Task description: Scan the material for the word "roads", and copy each line where it shows up.

Input data:
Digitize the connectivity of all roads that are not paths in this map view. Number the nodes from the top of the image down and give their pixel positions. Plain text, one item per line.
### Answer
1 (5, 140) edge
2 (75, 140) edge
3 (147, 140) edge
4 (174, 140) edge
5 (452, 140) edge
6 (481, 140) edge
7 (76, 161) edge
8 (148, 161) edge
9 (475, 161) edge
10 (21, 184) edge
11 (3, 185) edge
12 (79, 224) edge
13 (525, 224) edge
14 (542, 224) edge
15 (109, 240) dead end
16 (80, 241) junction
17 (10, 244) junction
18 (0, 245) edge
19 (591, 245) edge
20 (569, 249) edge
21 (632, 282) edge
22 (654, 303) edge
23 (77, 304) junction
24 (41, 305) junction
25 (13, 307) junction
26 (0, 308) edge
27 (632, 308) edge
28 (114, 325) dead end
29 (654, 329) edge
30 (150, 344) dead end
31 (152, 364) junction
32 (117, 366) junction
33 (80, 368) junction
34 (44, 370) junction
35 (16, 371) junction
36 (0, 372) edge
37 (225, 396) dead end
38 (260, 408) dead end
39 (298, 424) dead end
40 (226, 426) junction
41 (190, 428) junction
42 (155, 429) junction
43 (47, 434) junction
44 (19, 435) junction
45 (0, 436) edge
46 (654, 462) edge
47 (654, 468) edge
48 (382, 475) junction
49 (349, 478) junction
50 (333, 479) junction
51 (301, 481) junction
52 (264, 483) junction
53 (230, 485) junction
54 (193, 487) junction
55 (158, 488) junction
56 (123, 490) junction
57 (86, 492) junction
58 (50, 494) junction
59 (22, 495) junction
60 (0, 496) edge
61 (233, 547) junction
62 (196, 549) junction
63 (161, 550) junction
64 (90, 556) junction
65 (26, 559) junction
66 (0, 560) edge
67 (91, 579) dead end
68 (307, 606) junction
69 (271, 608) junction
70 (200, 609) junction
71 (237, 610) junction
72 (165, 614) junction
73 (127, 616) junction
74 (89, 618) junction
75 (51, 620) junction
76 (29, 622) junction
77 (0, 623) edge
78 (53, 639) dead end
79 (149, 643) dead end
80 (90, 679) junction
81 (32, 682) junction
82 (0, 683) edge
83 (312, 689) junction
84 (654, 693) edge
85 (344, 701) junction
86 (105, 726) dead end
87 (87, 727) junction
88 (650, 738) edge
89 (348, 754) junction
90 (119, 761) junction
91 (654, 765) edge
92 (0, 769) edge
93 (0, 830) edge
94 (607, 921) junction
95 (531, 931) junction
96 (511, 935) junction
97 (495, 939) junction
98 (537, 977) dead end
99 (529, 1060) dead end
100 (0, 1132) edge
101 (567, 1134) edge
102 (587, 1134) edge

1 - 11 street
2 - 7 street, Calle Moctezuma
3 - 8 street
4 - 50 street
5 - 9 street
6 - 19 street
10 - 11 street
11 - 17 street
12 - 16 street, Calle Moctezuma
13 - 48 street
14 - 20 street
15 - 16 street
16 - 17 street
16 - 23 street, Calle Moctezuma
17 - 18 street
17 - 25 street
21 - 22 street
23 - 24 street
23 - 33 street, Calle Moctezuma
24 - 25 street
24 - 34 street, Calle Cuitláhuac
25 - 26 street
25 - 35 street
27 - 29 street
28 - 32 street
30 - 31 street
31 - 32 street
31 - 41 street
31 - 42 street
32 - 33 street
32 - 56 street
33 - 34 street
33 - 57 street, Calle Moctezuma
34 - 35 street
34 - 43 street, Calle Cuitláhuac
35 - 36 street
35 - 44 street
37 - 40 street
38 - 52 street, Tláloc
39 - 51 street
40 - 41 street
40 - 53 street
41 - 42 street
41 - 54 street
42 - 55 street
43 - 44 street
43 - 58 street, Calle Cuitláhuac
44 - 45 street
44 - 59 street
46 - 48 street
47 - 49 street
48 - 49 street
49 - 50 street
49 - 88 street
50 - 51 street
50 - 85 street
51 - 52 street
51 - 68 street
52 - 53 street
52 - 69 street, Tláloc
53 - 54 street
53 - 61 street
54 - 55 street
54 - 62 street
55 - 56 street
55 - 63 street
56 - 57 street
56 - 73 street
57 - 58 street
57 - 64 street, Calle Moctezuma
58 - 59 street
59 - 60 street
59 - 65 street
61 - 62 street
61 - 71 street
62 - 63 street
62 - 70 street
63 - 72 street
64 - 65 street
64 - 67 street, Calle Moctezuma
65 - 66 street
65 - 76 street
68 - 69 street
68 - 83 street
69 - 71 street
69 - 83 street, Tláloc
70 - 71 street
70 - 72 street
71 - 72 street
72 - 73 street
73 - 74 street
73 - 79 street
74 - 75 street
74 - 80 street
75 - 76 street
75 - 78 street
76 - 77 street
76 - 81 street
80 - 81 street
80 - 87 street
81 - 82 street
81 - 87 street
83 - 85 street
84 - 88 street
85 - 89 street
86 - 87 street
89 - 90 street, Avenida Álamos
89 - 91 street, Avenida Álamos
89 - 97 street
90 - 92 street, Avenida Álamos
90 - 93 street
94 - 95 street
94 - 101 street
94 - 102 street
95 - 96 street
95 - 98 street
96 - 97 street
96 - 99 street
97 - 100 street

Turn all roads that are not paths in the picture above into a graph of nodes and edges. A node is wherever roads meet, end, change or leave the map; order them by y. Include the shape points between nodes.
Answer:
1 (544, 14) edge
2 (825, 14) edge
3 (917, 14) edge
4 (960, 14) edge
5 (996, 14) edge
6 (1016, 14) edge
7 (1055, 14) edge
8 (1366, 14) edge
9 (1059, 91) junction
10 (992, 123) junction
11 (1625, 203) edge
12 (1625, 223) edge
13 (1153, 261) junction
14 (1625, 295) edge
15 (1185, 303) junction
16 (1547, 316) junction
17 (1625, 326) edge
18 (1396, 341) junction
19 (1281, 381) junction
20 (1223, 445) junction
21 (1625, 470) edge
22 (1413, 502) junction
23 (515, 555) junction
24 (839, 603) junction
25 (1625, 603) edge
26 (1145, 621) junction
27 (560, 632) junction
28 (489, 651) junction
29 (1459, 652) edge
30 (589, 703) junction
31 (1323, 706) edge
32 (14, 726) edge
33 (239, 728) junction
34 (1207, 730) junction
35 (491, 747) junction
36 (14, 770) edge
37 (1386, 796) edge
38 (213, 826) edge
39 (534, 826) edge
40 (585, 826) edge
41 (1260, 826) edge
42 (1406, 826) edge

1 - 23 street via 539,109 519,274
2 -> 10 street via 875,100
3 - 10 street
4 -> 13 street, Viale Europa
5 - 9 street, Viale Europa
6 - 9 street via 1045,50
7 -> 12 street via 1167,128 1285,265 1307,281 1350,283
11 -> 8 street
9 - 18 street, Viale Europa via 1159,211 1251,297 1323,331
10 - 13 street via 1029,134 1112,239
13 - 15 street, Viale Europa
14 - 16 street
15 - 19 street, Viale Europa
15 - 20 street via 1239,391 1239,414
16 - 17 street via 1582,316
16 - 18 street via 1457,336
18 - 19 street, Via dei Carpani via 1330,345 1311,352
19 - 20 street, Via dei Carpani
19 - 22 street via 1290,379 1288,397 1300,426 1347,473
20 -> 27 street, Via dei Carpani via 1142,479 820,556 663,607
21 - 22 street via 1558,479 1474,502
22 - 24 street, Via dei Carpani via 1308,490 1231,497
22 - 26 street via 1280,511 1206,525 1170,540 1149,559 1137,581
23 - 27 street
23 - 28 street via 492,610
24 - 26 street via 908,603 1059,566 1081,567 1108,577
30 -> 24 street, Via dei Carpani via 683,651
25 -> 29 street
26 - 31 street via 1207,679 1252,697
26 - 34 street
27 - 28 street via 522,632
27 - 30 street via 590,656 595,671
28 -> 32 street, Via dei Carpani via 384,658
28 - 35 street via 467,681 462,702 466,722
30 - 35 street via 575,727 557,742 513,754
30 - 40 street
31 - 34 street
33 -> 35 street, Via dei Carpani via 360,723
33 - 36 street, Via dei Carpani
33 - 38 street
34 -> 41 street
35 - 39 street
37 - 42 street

Answer area:
Digitize the connectivity of all roads that are not paths in this map view. Number the nodes from the top of the image down and give their pixel positions. Plain text, one item per line.
Turn all roads that are not paths in the picture above into a graph of nodes and edges. A node is wherever roads meet, end, change or leave the map; order them by y. Include the shape points between nodes.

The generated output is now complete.